Robotics

DRIVE Labs: Covering Every Angle with Surround Camera-Radar Fusion

By: Bala Siva Sashank Jujjavarapu

Editor’s note: This is the latest post in our NVIDIA DRIVE Labs series, which takes an engineering-focused look at individual autonomous vehicle challenges and how NVIDIA DRIVE addresses them. Catch up on all of our automotive posts, here.

For autonomous driving technology to advance beyond automated assisted driving, it must have reliable, 360-degree surround obstacle perception. 

The ability to detect and react to objects all around the vehicle makes it possible to deliver a comfortable and safe driving experience. Self driving cars are usually equipped with a diverse set of sensors in various configurations to be capable of providing reliable surround perception. Surround camera and radar sensor setups are among primary surround perception system options in the auto industry, due to the feasibility of sourcing them at mass scale.

As useful as these sensors can be individually, each sensor type has its own limitations. Camera data can provide a semantic representation of the scene, but it’s inherently weak with 3D information. Radar data, on the other hand, delivers good distance and velocity estimation for obstacles, but lacks in semantic representation. In this DRIVE Labs video, we explain why it is essential to have a sensor fusion pipeline which can combine these two types of perception signals from both sensor types to provide robust surround perception.

Surround camera-radar fusion is a sensor fusion layer built on top of surround camera and surround radar perception pipelines. It is designed to leverage the complementary strengths of each sensor type and provide  quality semantic information as well as accurate position, velocity and acceleration estimates. The core camera-radar fusion functions are re-used for each camera, such that the overall pipeline is easily scalable . 
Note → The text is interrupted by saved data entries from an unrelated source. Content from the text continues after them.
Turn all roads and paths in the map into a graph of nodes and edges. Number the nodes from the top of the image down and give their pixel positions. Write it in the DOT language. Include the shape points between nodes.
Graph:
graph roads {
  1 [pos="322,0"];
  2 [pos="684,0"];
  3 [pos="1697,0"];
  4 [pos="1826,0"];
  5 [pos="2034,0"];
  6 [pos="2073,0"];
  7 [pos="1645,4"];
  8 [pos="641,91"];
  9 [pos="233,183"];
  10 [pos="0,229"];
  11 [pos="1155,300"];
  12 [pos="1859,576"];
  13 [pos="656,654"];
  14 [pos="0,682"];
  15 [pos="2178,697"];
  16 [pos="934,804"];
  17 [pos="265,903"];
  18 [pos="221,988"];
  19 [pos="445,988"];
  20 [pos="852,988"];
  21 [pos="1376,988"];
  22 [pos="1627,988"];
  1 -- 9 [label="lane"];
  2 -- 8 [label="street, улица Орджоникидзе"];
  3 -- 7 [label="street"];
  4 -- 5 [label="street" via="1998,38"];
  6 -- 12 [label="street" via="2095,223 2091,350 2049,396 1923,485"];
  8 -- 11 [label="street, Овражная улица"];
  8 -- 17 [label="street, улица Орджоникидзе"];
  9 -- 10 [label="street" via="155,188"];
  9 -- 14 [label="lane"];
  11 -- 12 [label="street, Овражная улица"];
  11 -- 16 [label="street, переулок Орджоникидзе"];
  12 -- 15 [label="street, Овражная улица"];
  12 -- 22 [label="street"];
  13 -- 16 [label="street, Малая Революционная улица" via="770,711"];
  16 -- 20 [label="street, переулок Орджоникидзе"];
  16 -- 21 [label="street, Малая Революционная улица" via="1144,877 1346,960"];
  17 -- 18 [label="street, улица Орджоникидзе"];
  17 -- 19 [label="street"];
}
Figure 1. Surround camera-radar fusion processing pipeline in a 4-camera, 8-radar sensor configuration.

Camera Radar Fusion

The camera-radar fusion module is the main building block of the surround camera-radar fusion pipeline (Figure 1). It fuses objects generated from a single camera with objects from surround radar perception. The core idea behind this is an effective method to match objects across the sensors and combine their perception signals in a way that improves the quality of 3D information generated about the object.

Preprocessing

Preprocessing is necessary to identify the right set of camera objects and radar objects for the matching (i.e. fusion) process. This can be achieved using a simple technique such as considering the objects which fall in the intersection of the fields of view of camera and radar perception This approach is quite effective in filtering out irrelevant objects that appear in the general scene.

In this step, we also update object data to aid in the fusion process. It is especially important in this context that camera and radar perception pipelines each run on individual threads. Moreover, camera perception typically generates object measurements at different update frequencies compared with radar perception. In fact, more often than not, the camera perception update frequency is higher than that of radar. For this reason, it is essential to bring objects from both the sensors into a common update frequency in order to correctly fuse the measurements.

Object Fusion

Fusion process begins with object matching or association across both the sensors. It is essentially a bipartite matching problem. For every object generated from camera perception we would like to find its corresponding object from radar perception and vice versa.

Coming up with a heuristic or a cost metric to determine potential matches is the most important aspect of this step in the fusion pipeline. The cost metric is designed in a data-driven manner by analyzing the behavior of individual perception signals from both the sensors. It accounts for how signals such as position, velocity, time-to-collision and azimuth of objects from different sensors compare against each other. It also considers how well the objects match temporally over their detection history. 

This cost metric is applied across all the object pairs from both sensor types. The objects corresponding to a pair which has the minimum cost among all the other pairs with at least one object in common, are determined as matches. Once the objects are matched, perception signals are fused by using uncertainty estimates to generate reliable 3D signals for downstream planning and control modules.

Figure 2. Camera Radar Fusion is shown for each camera in a 4-camera, 8-radar sensor configuration. In the camera views, camera objects are shown in green bounding boxes and their corresponding radar objects are shown as green square dots. In the 3D view, the camera objects are shown as yellow cuboids and their corresponding radar objects are shown as green octahedrons. The violet traces show the motion-compensated history of the fused objects as they move.

Surround Camera Radar Fusion is flexible, supporting a wide variety of sensor configurations, including 6-camera, 8-radar; 4-camera, 8-radar; 2-camera, 4-radar; 1-camera, 1-radar; etc.